ASSIGNED TASK:
Scan the records below. Report the number of lines containing the word "roads", and nothing more.

INFORMATION GIVEN:
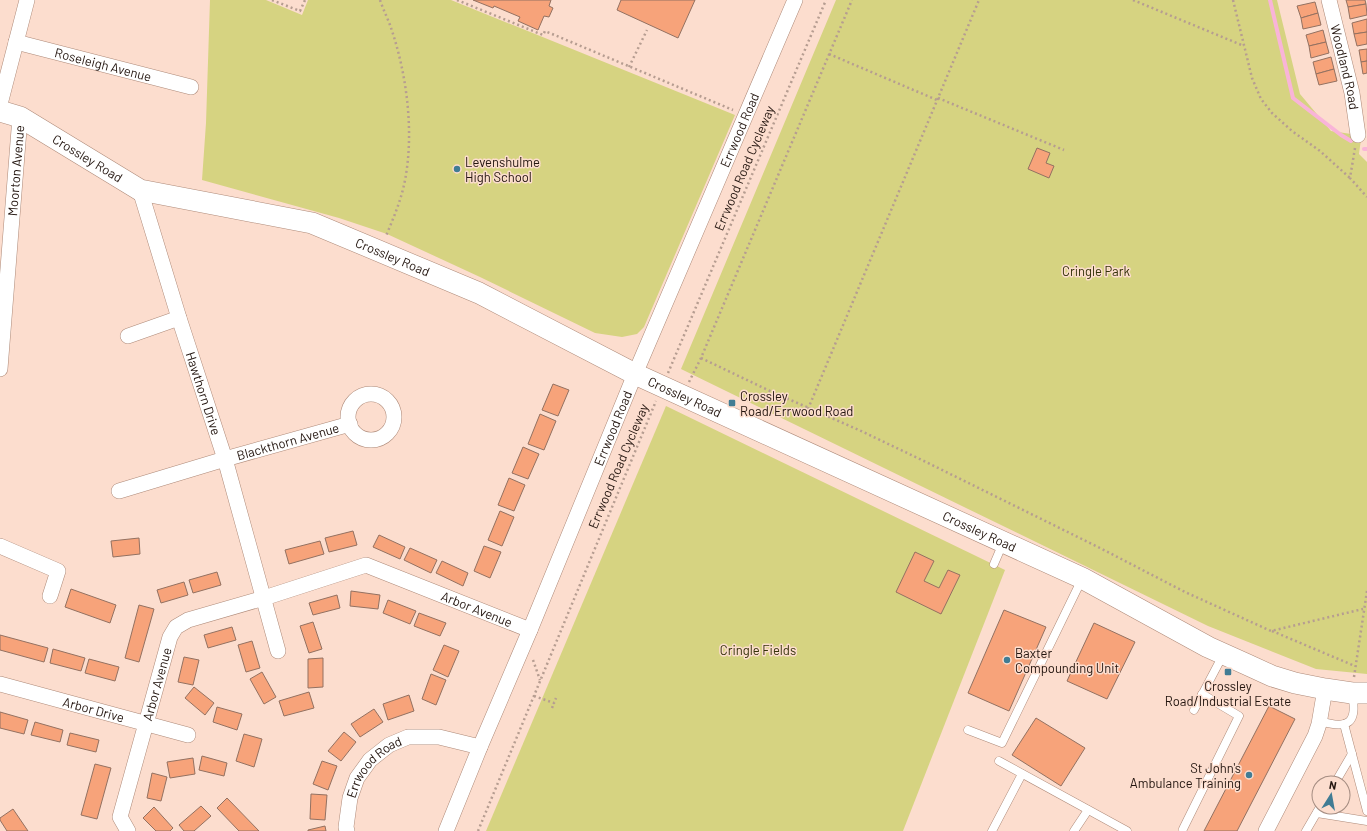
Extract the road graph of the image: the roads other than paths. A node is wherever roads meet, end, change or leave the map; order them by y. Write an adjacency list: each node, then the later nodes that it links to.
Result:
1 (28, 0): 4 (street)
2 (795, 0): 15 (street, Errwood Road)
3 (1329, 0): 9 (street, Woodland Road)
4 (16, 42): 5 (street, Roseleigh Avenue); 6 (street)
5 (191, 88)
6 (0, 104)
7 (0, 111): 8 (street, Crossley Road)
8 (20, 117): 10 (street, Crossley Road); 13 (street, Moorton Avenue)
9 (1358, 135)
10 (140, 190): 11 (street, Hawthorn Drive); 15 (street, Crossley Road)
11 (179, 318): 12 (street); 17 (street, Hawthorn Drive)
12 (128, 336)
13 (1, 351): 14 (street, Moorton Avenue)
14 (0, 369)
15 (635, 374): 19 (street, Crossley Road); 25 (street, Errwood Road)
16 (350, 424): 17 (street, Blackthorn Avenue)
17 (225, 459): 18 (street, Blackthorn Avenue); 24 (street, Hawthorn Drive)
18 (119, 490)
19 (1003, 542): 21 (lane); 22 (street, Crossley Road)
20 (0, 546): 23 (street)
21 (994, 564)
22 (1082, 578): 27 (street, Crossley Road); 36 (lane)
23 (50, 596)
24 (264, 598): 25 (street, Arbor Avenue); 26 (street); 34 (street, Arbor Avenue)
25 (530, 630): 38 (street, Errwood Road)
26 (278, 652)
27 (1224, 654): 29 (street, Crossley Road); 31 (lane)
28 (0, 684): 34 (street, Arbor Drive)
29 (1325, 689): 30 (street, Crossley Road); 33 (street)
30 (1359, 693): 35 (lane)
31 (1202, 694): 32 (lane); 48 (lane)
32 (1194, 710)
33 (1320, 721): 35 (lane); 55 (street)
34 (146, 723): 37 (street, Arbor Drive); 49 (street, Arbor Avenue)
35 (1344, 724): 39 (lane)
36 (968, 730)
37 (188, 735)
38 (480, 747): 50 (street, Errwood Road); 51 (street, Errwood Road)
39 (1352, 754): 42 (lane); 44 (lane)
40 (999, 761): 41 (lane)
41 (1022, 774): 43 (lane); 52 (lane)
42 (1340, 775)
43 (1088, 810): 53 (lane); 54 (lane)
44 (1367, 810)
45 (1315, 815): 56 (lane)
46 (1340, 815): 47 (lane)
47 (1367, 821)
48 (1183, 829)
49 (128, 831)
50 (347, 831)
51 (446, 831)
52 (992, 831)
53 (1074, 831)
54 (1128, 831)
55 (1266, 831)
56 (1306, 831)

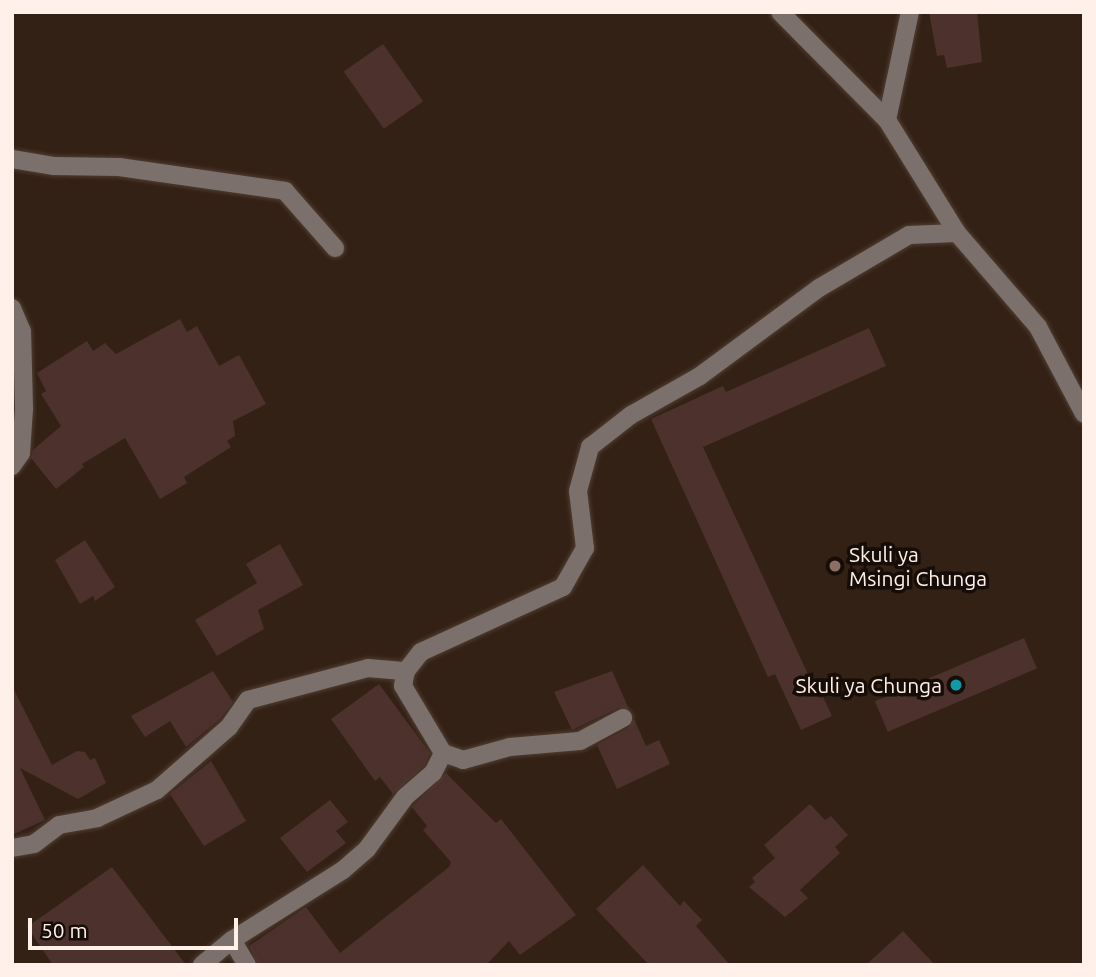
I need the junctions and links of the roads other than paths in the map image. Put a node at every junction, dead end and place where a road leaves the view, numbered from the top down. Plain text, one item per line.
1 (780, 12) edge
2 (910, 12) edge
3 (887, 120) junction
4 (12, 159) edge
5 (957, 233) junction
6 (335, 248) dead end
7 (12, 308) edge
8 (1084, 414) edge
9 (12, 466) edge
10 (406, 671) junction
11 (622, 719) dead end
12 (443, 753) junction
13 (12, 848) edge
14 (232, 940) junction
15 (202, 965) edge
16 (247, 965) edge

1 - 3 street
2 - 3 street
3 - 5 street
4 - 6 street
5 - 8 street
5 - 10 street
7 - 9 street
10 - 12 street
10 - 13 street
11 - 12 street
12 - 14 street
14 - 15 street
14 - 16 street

RESULT FOR THIS EXERCISE:
2